▸ **Source material**
====
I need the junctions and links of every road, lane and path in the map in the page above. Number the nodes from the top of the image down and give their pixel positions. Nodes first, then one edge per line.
====
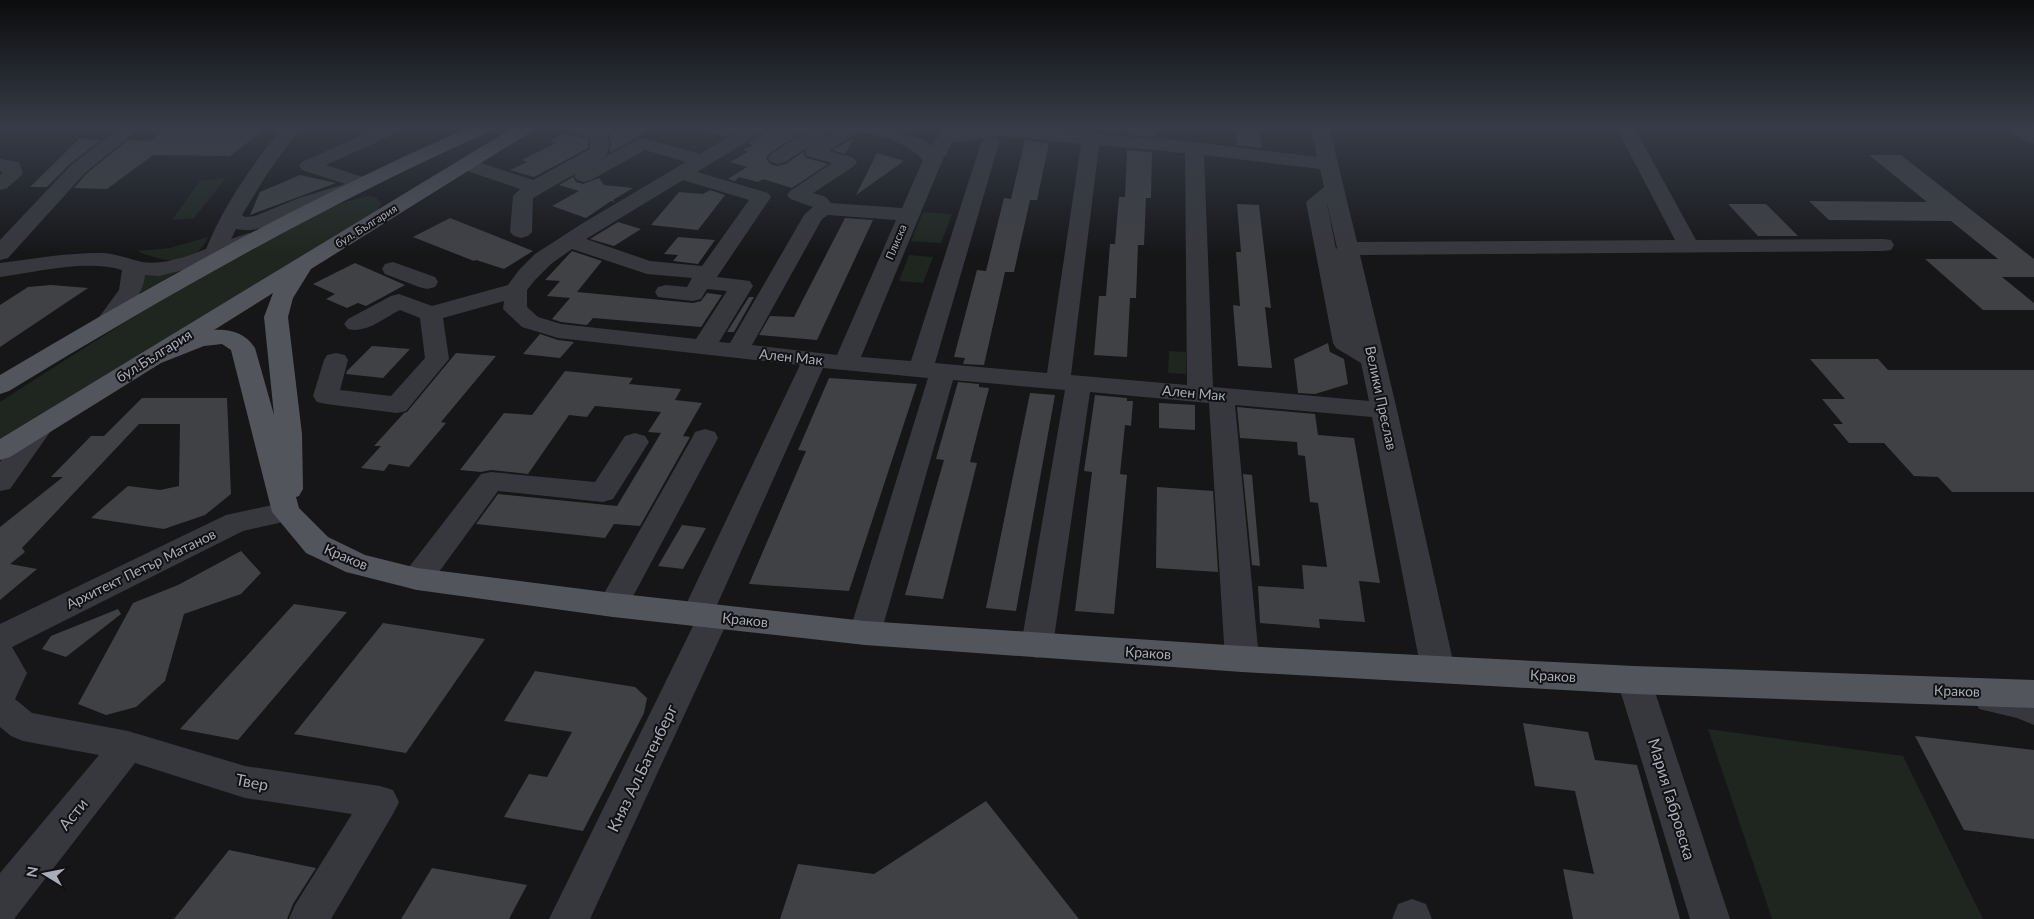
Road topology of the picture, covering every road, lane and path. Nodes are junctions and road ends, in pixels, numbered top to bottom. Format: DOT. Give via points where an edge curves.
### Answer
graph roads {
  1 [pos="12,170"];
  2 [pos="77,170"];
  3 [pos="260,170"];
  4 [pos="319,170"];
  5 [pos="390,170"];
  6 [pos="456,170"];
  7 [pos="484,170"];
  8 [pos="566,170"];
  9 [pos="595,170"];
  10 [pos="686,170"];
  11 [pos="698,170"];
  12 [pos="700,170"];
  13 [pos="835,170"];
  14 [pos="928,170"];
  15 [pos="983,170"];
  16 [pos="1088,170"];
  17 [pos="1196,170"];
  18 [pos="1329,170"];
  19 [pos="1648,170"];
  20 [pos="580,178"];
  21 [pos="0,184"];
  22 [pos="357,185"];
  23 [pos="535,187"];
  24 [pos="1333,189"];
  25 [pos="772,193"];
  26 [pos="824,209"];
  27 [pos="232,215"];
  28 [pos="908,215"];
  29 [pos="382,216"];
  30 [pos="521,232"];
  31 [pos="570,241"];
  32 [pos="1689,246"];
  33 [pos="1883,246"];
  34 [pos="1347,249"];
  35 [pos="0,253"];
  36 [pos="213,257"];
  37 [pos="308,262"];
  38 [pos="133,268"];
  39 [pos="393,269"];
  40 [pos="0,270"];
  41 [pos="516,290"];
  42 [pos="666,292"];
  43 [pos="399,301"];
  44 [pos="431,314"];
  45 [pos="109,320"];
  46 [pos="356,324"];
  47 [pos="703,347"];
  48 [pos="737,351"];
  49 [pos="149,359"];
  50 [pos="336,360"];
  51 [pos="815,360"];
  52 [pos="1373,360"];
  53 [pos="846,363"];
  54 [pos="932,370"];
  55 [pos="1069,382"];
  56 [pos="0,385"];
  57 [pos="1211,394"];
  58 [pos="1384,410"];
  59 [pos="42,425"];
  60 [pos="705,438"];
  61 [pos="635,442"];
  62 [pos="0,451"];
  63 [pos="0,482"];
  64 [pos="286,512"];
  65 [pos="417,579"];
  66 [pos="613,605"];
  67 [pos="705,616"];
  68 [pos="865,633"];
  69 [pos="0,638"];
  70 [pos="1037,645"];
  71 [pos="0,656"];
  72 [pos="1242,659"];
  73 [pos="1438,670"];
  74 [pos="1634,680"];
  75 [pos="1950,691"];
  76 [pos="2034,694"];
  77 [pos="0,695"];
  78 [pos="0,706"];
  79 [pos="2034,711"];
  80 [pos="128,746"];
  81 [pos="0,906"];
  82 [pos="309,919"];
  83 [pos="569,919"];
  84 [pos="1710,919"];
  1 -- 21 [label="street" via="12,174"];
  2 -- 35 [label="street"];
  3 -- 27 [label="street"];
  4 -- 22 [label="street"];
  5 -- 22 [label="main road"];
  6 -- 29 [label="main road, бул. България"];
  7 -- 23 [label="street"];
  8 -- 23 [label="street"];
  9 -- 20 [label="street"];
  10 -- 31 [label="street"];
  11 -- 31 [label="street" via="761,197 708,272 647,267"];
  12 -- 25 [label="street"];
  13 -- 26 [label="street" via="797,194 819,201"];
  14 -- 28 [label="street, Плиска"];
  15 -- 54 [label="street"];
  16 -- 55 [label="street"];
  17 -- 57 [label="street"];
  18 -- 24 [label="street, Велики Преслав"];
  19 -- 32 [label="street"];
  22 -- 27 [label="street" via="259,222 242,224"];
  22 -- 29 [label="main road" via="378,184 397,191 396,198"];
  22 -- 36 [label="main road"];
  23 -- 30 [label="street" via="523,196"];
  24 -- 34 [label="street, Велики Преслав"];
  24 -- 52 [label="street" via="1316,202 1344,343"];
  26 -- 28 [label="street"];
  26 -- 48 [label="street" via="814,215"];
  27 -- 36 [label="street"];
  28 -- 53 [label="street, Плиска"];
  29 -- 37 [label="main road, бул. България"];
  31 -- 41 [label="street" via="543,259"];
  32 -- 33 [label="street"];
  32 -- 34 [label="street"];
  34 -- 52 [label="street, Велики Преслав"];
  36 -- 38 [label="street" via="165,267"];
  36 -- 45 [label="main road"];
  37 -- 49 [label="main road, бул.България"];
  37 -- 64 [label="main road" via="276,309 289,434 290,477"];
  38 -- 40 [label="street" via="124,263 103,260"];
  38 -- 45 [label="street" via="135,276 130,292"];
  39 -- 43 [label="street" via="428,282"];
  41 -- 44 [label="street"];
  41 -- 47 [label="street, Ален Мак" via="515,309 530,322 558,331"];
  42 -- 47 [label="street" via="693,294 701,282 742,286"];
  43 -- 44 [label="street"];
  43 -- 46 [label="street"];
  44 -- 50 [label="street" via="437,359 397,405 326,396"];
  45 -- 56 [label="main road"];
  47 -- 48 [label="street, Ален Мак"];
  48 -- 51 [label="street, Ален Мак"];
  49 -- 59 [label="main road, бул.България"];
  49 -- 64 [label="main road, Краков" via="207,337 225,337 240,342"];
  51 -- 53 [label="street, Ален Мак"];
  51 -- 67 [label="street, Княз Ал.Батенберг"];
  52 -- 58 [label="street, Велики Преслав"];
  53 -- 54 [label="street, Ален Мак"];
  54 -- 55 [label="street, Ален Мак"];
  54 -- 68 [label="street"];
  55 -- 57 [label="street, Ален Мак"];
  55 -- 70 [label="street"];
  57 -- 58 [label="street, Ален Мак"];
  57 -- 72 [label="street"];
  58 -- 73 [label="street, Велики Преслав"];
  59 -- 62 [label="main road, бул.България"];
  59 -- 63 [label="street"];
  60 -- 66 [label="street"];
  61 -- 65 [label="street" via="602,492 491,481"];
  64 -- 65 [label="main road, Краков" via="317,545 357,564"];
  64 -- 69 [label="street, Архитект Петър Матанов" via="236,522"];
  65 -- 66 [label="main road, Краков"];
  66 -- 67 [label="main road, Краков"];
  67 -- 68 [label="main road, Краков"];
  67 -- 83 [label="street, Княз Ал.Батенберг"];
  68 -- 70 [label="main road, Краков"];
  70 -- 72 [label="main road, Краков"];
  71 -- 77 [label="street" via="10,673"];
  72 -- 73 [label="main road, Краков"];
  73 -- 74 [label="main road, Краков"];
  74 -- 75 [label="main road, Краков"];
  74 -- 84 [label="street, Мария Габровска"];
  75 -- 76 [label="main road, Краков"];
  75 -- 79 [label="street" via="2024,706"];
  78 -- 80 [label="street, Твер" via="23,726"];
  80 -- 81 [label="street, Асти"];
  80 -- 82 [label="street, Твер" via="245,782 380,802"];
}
====
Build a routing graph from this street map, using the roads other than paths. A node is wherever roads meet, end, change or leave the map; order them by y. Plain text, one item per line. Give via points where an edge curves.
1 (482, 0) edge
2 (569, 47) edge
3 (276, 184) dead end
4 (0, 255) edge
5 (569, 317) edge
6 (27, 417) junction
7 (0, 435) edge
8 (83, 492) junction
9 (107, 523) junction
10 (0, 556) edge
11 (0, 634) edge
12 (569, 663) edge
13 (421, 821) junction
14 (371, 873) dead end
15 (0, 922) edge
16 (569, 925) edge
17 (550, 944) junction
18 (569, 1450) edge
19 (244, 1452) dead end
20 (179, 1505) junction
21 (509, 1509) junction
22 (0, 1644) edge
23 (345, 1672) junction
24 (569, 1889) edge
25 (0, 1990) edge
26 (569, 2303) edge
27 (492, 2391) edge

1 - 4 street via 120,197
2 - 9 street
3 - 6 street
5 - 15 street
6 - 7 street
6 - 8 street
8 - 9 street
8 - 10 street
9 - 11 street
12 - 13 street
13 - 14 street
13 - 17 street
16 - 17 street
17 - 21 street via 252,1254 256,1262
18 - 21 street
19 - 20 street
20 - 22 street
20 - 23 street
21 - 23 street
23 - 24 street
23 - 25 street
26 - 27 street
====
▸ **Task objective**
Where the string "every" occurs in a line of the listing, copy the line.

▸ **Task response**
I need the junctions and links of every road, lane and path in the map in the page above. Number the nodes from the top of the image down and give their pixel positions. Nodes first, then one edge per line.
Road topology of the picture, covering every road, lane and path. Nodes are junctions and road ends, in pixels, numbered top to bottom. Format: DOT. Give via points where an edge curves.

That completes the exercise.